We'll wassail thee, old apple tree
And bless thee through the year
And raise a glass of the goodly brew
Good luck to all of us here
Organised by Martin and Frances Horler and their committee of willing helpers, the afternoon began in the village hall with a ploughman's lunch and cider, or apple juice for the drivers and those too young to enjoy the West Country's own amber nectar.
Folk music from the village band and dancing from the Cam Valley Morrismen soon got the packed hall joining in with the revelry.
After being crowned, this year's Wassail Queen, 11-year-old Erin Kirby, led a procession along a narrow countryside lane to the wassail site. The chosen tree was ringed by villagers and visitors, and the young queen placed toast soaked in mulled cider among the branches as a gift to the robins, before pouring cider around the roots to promote good growth in the following year. Shots were fired above the orchard to scare away evil spirits.
With more singing and dancing cut short this year by a heavy downpour, everyone made haste to Martin and Frances's home to enjoy apple cake and cups of tea, a fitting finale to a fun afternoon.

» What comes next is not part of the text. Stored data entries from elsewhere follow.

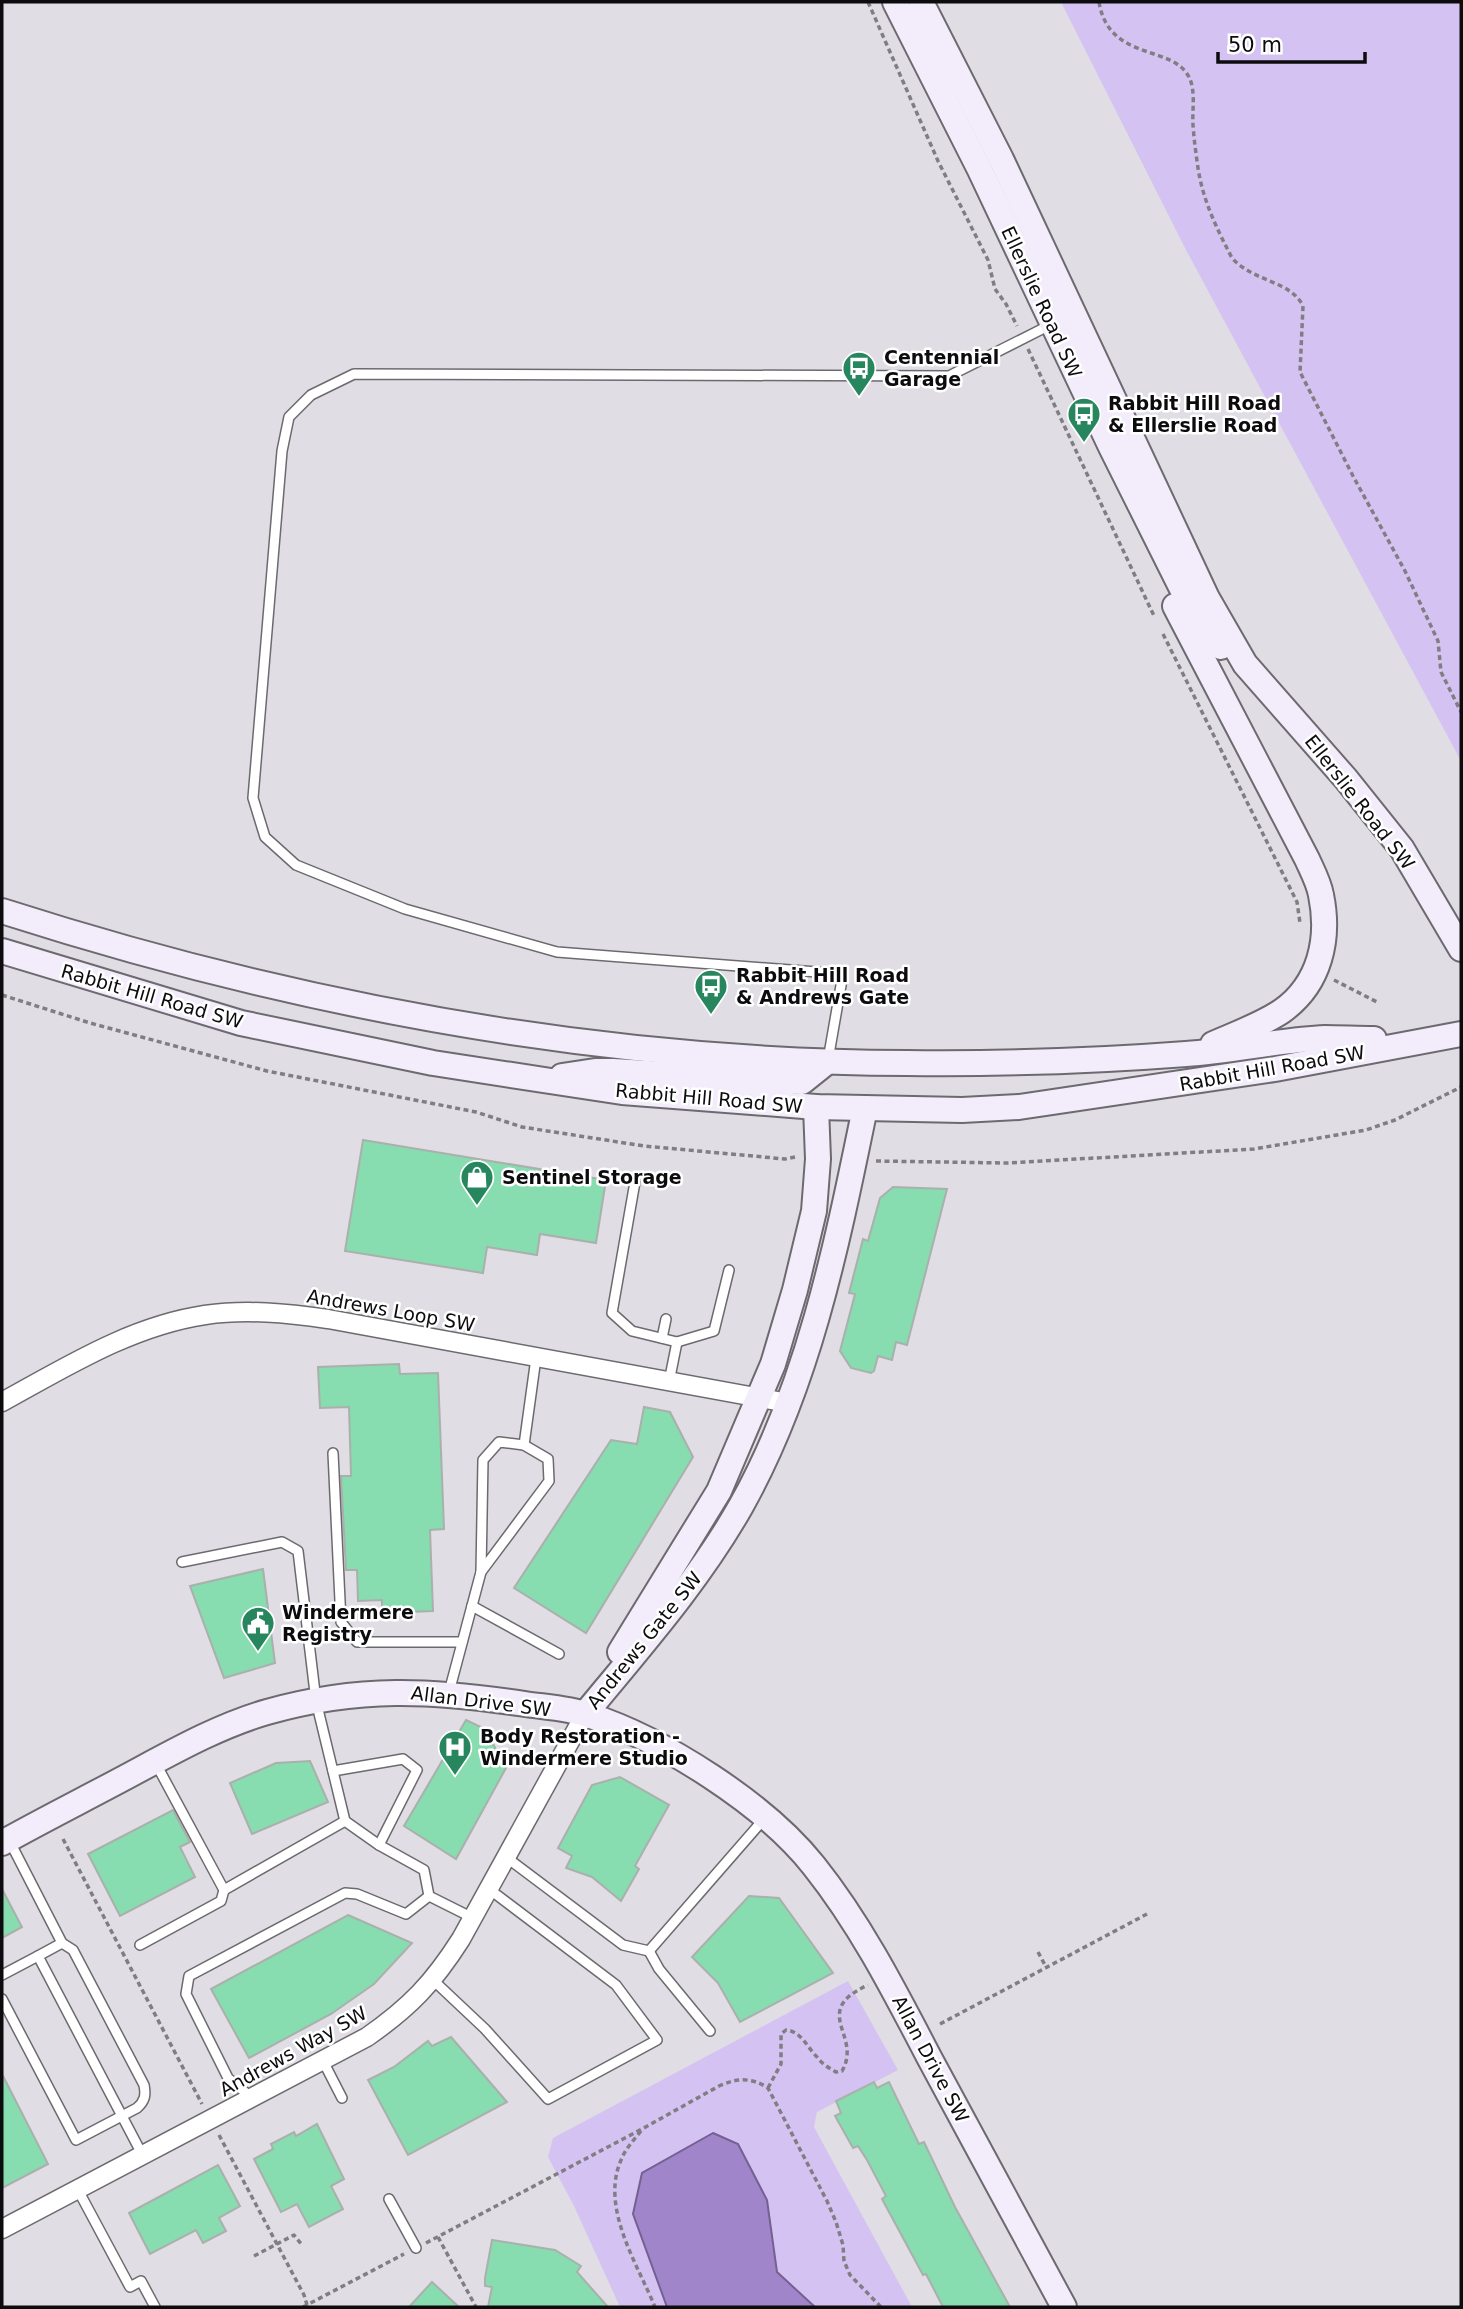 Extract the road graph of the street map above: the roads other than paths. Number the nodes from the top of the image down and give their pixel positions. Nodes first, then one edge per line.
1 (895, 2) edge
2 (921, 2) edge
3 (1063, 319) junction
4 (1111, 447) junction
5 (1245, 664) junction
6 (2, 911) edge
7 (1461, 949) edge
8 (2, 951) edge
9 (1461, 1034) edge
10 (1427, 1041) junction
11 (1194, 1054) junction
12 (827, 1062) junction
13 (537, 1080) junction
14 (816, 1107) junction
15 (864, 1108) junction
16 (635, 1182) dead end
17 (729, 1270) dead end
18 (666, 1319) dead end
19 (662, 1338) junction
20 (677, 1342) junction
21 (537, 1358) junction
22 (669, 1382) junction
23 (759, 1399) junction
24 (2, 1402) edge
25 (788, 1403) junction
26 (524, 1445) junction
27 (333, 1453) dead end
28 (182, 1562) dead end
29 (481, 1572) junction
30 (472, 1605) junction
31 (462, 1642) junction
32 (559, 1654) dead end
33 (449, 1693) junction
34 (316, 1701) junction
35 (585, 1714) junction
36 (155, 1762) junction
37 (333, 1771) junction
38 (765, 1818) junction
39 (345, 1821) junction
40 (5, 1841) edge
41 (379, 1845) junction
42 (506, 1857) junction
43 (489, 1889) junction
44 (224, 1890) junction
45 (429, 1896) junction
46 (473, 1918) junction
47 (62, 1943) junction
48 (140, 1945) dead end
49 (649, 1951) junction
50 (38, 1956) junction
51 (2, 1975) edge
52 (433, 1980) junction
53 (2, 1999) edge
54 (710, 2031) dead end
55 (323, 2061) junction
56 (252, 2098) junction
57 (342, 2098) dead end
58 (122, 2117) junction
59 (143, 2156) junction
60 (78, 2190) junction
61 (388, 2199) dead end
62 (2, 2230) edge
63 (415, 2248) road end
64 (155, 2307) edge
65 (1064, 2307) edge

1 - 3 main road, Ellerslie Road SW
2 - 3 main road, Ellerslie Road SW
3 - 4 main road, Ellerslie Road SW
3 - 5 main road, Ellerslie Road SW
3 - 12 lane
4 - 5 main road, Ellerslie Road SW
4 - 11 main road
5 - 7 main road, Ellerslie Road SW
6 - 12 main road, Rabbit Hill Road SW
8 - 13 main road, Rabbit Hill Road SW
9 - 10 main road, Rabbit Hill Road SW
10 - 11 main road, Rabbit Hill Road SW
10 - 15 main road, Rabbit Hill Road SW
11 - 12 main road, Rabbit Hill Road SW
12 - 13 main road
13 - 14 main road, Rabbit Hill Road SW
14 - 15 main road, Rabbit Hill Road SW
14 - 23 main road, Andrews Gate SW
15 - 25 main road, Andrews Gate SW
16 - 19 lane
17 - 20 lane
18 - 19 lane
19 - 20 lane
20 - 22 lane
21 - 22 street, Andrews Loop SW
21 - 24 street, Andrews Loop SW
21 - 26 lane
22 - 23 street, Andrews Loop SW
23 - 25 street, Andrews Loop SW
23 - 35 main road, Andrews Gate SW
25 - 35 main road, Andrews Gate SW
26 - 29 lane
26 - 29 lane
27 - 31 lane
28 - 34 lane
29 - 30 lane
30 - 31 lane
30 - 32 lane
31 - 33 lane
33 - 34 main road, Allan Drive SW
33 - 35 main road, Allan Drive SW
34 - 36 main road, Allan Drive SW
34 - 37 lane
35 - 38 main road, Allan Drive SW
35 - 42 street, Andrews Way SW
36 - 40 main road, Allan Drive SW
36 - 44 lane
37 - 39 lane
37 - 41 lane
38 - 49 lane
38 - 65 main road, Allan Drive SW
39 - 41 lane
39 - 44 lane
40 - 47 lane
41 - 45 lane
42 - 43 street, Andrews Way SW
42 - 49 lane
43 - 46 street, Andrews Way SW
43 - 52 lane
44 - 48 lane
45 - 46 lane
45 - 56 lane
46 - 52 street, Andrews Way SW
47 - 50 lane
47 - 58 lane
49 - 54 lane
50 - 51 lane
50 - 58 lane
52 - 55 street, Andrews Way SW
53 - 58 lane
55 - 56 street, Andrews Way SW
55 - 57 lane
56 - 59 street, Andrews Way SW
58 - 59 lane
59 - 60 street, Andrews Way SW
60 - 62 street, Andrews Way SW
60 - 64 lane
61 - 63 lane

"Last year's event will be remembered for the thick snow and although very pretty it did keep some people away" says Martin. "Today we did get some rain, but a lot a people turned up so we made more money from the lunches, which goes towards the village hall fund as we need to raise £12,000 to have the roof re-felted."
Kilmersdon Wassail may well be a relatively modern tradition having started up in 2002 but, judging from this year's event, I'm sure it will have a long and fruitful future.